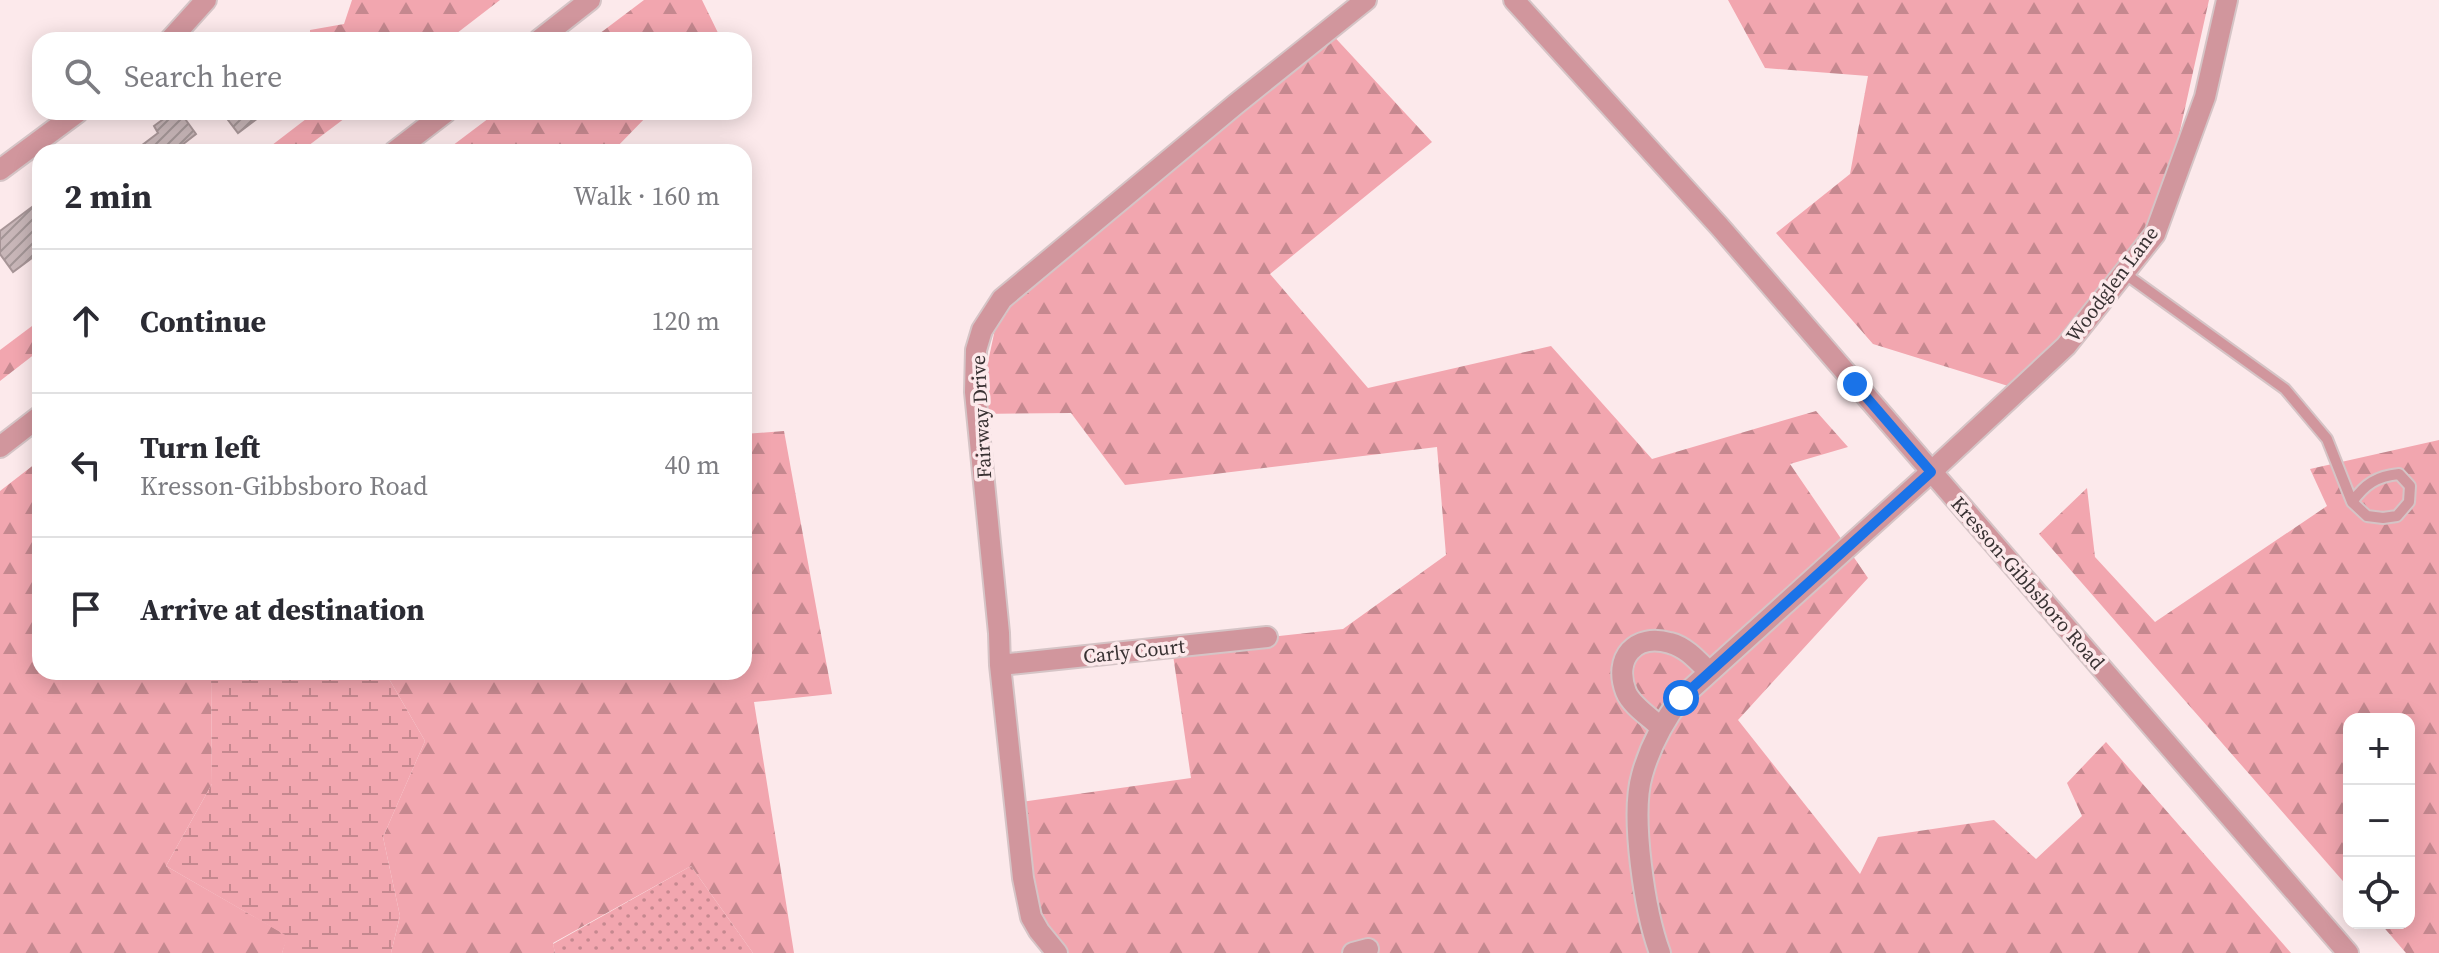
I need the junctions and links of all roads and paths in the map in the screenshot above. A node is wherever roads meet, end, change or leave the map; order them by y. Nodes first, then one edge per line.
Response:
1 (206, 0) edge
2 (590, 0) edge
3 (1366, 0) edge
4 (1514, 0) edge
5 (2227, 0) edge
6 (177, 32) edge
7 (549, 32) edge
8 (66, 120) edge
9 (436, 120) edge
10 (404, 144) edge
11 (3, 160) edge
12 (2124, 273) junction
13 (32, 422) edge
14 (0, 447) edge
15 (1931, 472) junction
16 (2352, 502) junction
17 (1267, 637) dead end
18 (1000, 665) junction
19 (1709, 672) junction
20 (1660, 727) junction
21 (1057, 953) edge
22 (1660, 953) edge
23 (2348, 953) edge

1 - 6 street
2 - 7 street
3 - 18 street, Fairway Drive
4 - 15 street, Kresson-Gibbsboro Road
5 - 12 street, Woodglen Lane
8 - 11 street
9 - 10 street
12 - 15 street, Woodglen Lane
12 - 16 lane
13 - 14 street
15 - 19 street, Woodglen Lane
15 - 23 street, Kresson-Gibbsboro Road
16 - 16 lane
17 - 18 street, Carly Court
18 - 21 street, Fairway Drive
19 - 20 street, Woodglen Lane
19 - 20 street
20 - 22 street, Woodglen Lane

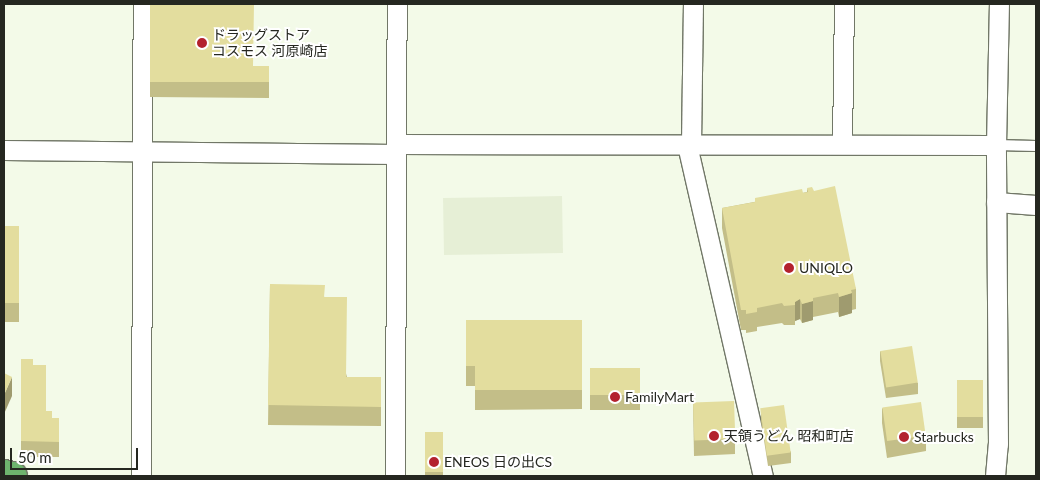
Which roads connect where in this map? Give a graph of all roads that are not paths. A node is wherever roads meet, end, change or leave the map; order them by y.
1 (143, 4) edge
2 (397, 4) edge
3 (693, 4) edge
4 (844, 4) edge
5 (999, 4) edge
6 (842, 144) junction
7 (689, 145) junction
8 (996, 145) junction
9 (1036, 146) edge
10 (396, 149) junction
11 (4, 150) edge
12 (142, 152) junction
13 (996, 202) junction
14 (1036, 205) edge
15 (4, 474) edge
16 (13, 476) edge
17 (142, 476) edge
18 (394, 476) edge
19 (763, 476) edge
20 (995, 476) edge

1 - 12 street
2 - 10 street
3 - 7 street
4 - 6 street
5 - 8 street
6 - 7 street
6 - 8 street
7 - 10 street
7 - 19 street
8 - 9 lane
8 - 13 street
10 - 12 street
10 - 18 street
11 - 12 street
12 - 17 street
13 - 14 street
13 - 20 street
15 - 16 highway

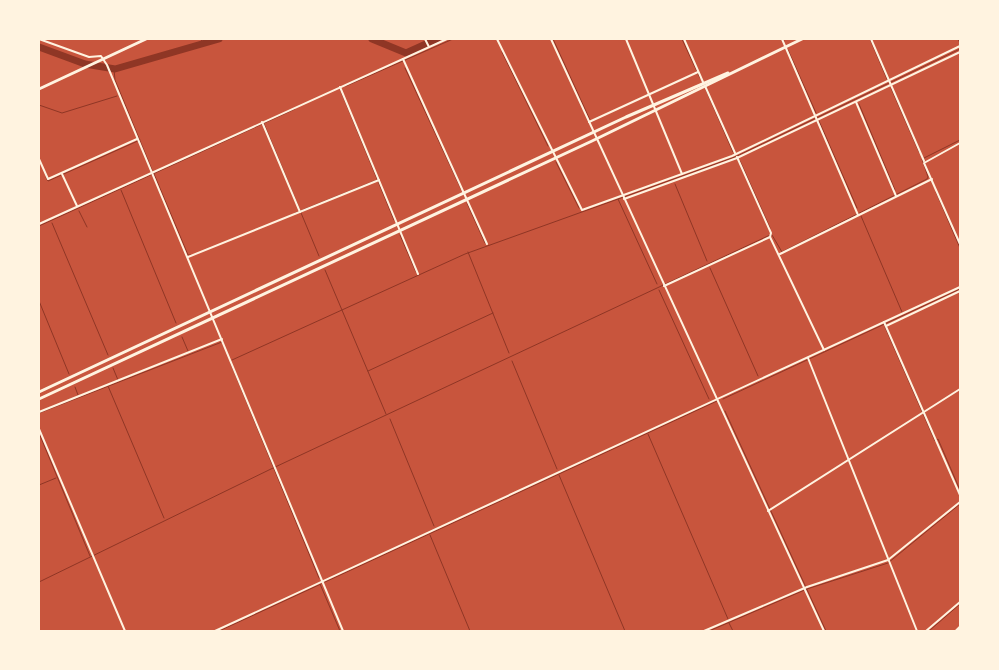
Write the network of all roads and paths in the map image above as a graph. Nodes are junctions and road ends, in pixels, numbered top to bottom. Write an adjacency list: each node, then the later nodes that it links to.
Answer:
1 (39, 39): 16 (street)
2 (146, 39): 16 (main road)
3 (425, 39): 13 (street)
4 (447, 39): 13 (street)
5 (497, 39): 34 (street)
6 (551, 39): 28 (street)
7 (626, 39): 23 (street)
8 (684, 39): 18 (street)
9 (782, 39): 14 (street)
10 (802, 39): 14 (main road)
11 (871, 39): 19 (street)
12 (960, 46): 19 (street)
13 (429, 47): 17 (street)
14 (785, 47): 20 (main road); 27 (street)
15 (960, 52): 19 (street)
16 (103, 58): 22 (main road); 32 (street)
17 (404, 61): 21 (street); 44 (street)
18 (698, 72): 20 (street); 23 (street)
19 (890, 83): 24 (street); 27 (street); 38 (street)
20 (704, 84): 25 (main road); 26 (main road); 35 (street)
21 (340, 87): 29 (street); 43 (street)
22 (39, 89)
23 (649, 94): 25 (street); 28 (street)
24 (856, 102): 27 (street); 45 (street)
25 (654, 104): 26 (street); 30 (main road)
26 (656, 110): 31 (main road); 41 (street)
27 (816, 118): 35 (street); 50 (street)
28 (589, 122): 30 (street)
29 (262, 123): 40 (street); 49 (street)
30 (594, 132): 31 (street); 34 (main road)
31 (596, 138): 36 (main road); 46 (street)
32 (138, 140): 39 (street); 40 (street)
33 (960, 143): 38 (street)
34 (553, 151): 36 (street); 44 (main road)
35 (736, 156): 41 (street); 46 (street); 54 (street)
36 (556, 157): 46 (street); 47 (main road)
37 (39, 159): 39 (street)
38 (924, 159): 42 (street)
39 (62, 174): 48 (street)
40 (152, 174): 48 (street); 58 (street)
41 (682, 174): 46 (street)
42 (932, 179): 45 (street); 56 (street)
43 (378, 181): 49 (street); 52 (street)
44 (464, 193): 47 (street); 52 (main road)
45 (895, 195): 50 (street)
46 (623, 197): 60 (street)
47 (467, 199): 53 (main road); 55 (street)
48 (77, 206): 51 (street)
49 (300, 212): 58 (street)
50 (858, 214): 57 (street)
51 (39, 224)
52 (397, 224): 53 (street); 63 (main road)
53 (400, 230): 59 (street); 64 (main road)
54 (770, 236): 57 (street); 60 (street)
55 (487, 244)
56 (960, 244)
57 (780, 254): 67 (street)
58 (188, 257): 63 (street)
59 (418, 274)
60 (664, 285): 71 (street)
61 (960, 286): 65 (street)
62 (960, 291): 65 (street)
63 (211, 312): 64 (street); 70 (main road)
64 (213, 317): 66 (street); 72 (main road)
65 (885, 324): 67 (street); 74 (street)
66 (222, 339): 73 (street); 81 (street)
67 (824, 350): 68 (street)
68 (809, 359): 71 (street); 76 (street)
69 (960, 389): 74 (street)
70 (39, 392)
71 (717, 398): 79 (street); 81 (street)
72 (39, 399)
73 (39, 412)
74 (923, 413): 76 (street); 77 (street)
75 (39, 429): 85 (street)
76 (848, 460): 79 (street); 80 (street)
77 (960, 495)
78 (960, 502): 80 (street)
79 (770, 510): 82 (street)
80 (889, 561): 82 (street); 90 (street)
81 (322, 581): 86 (street); 87 (street)
82 (805, 589): 88 (street); 89 (street)
83 (960, 602): 91 (street)
84 (960, 628): 92 (street)
85 (125, 631)
86 (215, 631)
87 (343, 631)
88 (704, 631)
89 (824, 631)
90 (917, 631)
91 (926, 631)
92 (956, 631)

--------------------------------------------------

> _Exercise_
List each line of the entries that holds the string "meet".

> _Answer space_
I need the junctions and links of all roads and paths in the map in the screenshot above. A node is wherever roads meet, end, change or leave the map; order them by y. Nodes first, then one edge per line.
Which roads connect where in this map? Give a graph of all roads that are not paths. A node is wherever roads meet, end, change or leave the map; order them by y.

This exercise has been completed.